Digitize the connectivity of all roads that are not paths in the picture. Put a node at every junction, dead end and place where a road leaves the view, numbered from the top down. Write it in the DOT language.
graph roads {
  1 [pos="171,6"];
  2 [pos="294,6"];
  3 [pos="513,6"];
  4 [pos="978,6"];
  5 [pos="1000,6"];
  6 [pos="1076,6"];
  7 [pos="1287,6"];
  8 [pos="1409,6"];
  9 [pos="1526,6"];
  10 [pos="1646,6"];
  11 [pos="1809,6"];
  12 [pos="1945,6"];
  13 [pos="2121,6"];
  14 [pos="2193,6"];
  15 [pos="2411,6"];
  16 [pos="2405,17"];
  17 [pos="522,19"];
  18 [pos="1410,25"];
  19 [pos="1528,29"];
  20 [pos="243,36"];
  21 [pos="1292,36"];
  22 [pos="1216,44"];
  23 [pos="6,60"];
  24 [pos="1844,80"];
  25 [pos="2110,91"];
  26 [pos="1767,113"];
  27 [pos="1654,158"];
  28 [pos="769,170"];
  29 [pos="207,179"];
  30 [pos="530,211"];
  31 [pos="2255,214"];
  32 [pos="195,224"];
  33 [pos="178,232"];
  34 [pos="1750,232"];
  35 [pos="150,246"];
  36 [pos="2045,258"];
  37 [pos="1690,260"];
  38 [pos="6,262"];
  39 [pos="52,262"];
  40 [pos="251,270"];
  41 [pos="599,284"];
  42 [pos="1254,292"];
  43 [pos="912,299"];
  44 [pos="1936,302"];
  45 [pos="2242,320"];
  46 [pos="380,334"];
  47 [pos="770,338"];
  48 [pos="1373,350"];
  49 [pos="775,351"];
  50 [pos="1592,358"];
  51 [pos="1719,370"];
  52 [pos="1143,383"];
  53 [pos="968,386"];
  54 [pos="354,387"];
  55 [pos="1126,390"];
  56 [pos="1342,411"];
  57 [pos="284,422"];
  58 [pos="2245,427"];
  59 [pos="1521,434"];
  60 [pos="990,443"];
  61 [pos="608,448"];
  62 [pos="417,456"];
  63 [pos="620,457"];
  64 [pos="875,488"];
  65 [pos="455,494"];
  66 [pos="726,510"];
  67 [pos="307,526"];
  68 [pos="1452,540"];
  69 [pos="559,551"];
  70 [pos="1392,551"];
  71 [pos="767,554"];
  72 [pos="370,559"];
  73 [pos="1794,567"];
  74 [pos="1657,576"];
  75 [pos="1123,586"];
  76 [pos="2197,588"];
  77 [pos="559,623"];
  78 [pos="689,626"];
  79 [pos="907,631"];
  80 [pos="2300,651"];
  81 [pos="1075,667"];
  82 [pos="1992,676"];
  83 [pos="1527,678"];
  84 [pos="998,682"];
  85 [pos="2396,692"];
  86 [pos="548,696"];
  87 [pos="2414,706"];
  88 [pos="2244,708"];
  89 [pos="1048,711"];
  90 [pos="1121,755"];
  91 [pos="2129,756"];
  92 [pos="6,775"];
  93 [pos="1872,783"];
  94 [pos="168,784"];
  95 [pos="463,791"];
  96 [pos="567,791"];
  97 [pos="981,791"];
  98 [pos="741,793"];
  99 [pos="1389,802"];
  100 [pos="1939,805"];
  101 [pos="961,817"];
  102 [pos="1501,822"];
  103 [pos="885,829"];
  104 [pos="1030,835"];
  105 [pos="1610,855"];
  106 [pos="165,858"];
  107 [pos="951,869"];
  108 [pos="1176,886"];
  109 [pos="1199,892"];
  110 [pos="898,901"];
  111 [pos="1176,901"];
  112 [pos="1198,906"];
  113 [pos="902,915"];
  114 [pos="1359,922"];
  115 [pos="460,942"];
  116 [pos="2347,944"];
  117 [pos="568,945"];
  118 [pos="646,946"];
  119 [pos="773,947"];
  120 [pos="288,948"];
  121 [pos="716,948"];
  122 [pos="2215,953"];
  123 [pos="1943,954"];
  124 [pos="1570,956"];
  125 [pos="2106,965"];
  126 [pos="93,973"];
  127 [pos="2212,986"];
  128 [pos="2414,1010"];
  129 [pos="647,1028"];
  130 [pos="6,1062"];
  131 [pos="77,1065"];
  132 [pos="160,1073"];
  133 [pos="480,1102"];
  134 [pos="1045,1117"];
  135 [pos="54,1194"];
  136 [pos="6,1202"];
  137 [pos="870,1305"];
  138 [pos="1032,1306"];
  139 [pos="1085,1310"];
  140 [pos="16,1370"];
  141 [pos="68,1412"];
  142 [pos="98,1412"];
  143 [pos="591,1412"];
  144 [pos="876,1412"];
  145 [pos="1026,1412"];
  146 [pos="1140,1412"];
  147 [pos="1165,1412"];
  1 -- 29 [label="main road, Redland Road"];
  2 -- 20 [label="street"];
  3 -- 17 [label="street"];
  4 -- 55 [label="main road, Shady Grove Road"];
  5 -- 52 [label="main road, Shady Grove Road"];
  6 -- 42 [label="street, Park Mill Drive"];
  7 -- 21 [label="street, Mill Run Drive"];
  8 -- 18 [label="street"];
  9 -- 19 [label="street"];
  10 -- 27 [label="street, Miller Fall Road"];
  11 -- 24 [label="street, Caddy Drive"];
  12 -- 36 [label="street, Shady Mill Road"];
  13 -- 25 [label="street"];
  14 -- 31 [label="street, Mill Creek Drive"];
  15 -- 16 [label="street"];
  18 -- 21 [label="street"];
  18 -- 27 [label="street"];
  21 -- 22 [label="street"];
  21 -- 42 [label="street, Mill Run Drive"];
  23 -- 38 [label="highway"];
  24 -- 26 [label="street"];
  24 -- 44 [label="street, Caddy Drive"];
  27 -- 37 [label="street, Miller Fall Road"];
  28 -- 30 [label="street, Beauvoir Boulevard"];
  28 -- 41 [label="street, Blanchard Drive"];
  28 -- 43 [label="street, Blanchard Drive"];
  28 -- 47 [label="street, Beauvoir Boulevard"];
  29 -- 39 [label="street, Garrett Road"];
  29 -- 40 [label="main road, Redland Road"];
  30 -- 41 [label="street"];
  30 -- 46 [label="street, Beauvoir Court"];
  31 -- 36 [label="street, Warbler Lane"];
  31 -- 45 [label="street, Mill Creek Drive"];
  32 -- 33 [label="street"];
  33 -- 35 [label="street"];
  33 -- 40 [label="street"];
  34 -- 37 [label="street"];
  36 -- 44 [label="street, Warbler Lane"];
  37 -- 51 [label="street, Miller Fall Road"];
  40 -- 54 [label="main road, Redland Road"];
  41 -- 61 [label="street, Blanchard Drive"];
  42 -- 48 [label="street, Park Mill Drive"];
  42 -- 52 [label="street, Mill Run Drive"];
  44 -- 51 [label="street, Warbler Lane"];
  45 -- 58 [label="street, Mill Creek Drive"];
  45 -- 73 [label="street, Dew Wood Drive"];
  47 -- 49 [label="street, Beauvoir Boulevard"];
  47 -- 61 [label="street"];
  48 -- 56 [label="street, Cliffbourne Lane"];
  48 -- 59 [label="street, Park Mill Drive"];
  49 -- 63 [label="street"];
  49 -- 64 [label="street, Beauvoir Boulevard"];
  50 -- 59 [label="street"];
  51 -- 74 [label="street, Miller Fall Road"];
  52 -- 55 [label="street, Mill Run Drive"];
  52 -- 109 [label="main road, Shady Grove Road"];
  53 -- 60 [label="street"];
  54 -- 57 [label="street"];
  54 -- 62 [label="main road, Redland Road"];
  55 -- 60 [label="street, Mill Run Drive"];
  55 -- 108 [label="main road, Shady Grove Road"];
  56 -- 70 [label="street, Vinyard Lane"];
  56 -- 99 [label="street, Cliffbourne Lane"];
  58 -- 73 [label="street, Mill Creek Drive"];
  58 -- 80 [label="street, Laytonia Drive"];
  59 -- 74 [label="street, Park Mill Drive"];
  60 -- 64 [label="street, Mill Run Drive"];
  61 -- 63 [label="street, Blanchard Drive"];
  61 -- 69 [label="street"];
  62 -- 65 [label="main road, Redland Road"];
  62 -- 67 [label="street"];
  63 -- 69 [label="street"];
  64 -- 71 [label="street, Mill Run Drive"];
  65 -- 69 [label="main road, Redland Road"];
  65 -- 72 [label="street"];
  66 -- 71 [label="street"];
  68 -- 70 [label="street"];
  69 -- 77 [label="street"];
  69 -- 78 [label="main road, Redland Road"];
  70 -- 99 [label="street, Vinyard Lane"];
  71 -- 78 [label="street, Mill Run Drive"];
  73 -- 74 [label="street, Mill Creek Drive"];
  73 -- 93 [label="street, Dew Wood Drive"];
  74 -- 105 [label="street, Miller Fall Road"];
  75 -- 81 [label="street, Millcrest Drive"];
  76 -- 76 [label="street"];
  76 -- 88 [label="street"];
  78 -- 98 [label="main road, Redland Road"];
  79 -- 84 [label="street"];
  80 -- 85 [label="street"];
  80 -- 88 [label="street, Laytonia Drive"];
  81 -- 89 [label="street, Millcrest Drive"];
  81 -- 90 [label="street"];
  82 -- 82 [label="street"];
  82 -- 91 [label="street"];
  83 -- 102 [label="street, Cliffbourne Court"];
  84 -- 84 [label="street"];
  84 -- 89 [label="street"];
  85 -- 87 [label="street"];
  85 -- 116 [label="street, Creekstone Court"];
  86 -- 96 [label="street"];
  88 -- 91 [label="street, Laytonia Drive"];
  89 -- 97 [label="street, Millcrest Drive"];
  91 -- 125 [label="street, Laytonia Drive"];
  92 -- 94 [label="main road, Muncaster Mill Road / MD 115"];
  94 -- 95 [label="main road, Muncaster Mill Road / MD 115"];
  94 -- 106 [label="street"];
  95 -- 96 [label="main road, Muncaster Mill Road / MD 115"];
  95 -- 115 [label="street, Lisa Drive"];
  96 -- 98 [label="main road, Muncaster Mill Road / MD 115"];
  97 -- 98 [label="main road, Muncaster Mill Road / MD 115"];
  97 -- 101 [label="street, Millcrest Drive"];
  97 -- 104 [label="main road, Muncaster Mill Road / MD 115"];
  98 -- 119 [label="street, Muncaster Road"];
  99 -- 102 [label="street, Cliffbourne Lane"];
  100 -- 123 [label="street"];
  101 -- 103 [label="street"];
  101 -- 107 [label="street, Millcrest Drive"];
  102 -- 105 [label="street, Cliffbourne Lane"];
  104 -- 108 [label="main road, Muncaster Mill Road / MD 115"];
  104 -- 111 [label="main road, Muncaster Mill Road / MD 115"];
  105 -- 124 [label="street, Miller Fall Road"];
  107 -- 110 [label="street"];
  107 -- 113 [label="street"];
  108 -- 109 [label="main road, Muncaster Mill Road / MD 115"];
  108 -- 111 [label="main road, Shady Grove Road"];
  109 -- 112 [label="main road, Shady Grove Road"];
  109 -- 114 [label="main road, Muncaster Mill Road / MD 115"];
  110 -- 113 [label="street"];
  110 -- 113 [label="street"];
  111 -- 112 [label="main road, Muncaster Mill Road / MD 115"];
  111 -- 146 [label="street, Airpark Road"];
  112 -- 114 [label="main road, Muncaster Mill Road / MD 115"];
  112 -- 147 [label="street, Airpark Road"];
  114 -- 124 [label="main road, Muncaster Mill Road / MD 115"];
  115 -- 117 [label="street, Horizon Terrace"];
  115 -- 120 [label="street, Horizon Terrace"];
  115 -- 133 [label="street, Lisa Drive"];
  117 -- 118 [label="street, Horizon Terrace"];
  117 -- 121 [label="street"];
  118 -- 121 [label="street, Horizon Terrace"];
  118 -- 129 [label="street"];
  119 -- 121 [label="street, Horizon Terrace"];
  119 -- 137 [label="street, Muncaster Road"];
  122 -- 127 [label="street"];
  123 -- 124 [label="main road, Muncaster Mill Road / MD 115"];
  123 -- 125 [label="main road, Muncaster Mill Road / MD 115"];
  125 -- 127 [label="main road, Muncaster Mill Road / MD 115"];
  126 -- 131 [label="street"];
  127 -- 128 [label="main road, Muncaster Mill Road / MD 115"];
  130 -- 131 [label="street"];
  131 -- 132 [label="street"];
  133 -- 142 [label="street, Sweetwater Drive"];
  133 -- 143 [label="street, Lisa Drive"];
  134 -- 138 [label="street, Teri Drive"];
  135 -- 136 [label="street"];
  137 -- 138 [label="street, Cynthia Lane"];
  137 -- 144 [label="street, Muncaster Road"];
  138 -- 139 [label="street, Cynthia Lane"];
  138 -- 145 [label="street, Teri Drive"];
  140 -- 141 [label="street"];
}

********

Find the string "Redland" in the entries above and return each line that holds it.

Answer to the exercise:
  1 -- 29 [label="main road, Redland Road"];
  29 -- 40 [label="main road, Redland Road"];
  40 -- 54 [label="main road, Redland Road"];
  54 -- 62 [label="main road, Redland Road"];
  62 -- 65 [label="main road, Redland Road"];
  65 -- 69 [label="main road, Redland Road"];
  69 -- 78 [label="main road, Redland Road"];
  78 -- 98 [label="main road, Redland Road"];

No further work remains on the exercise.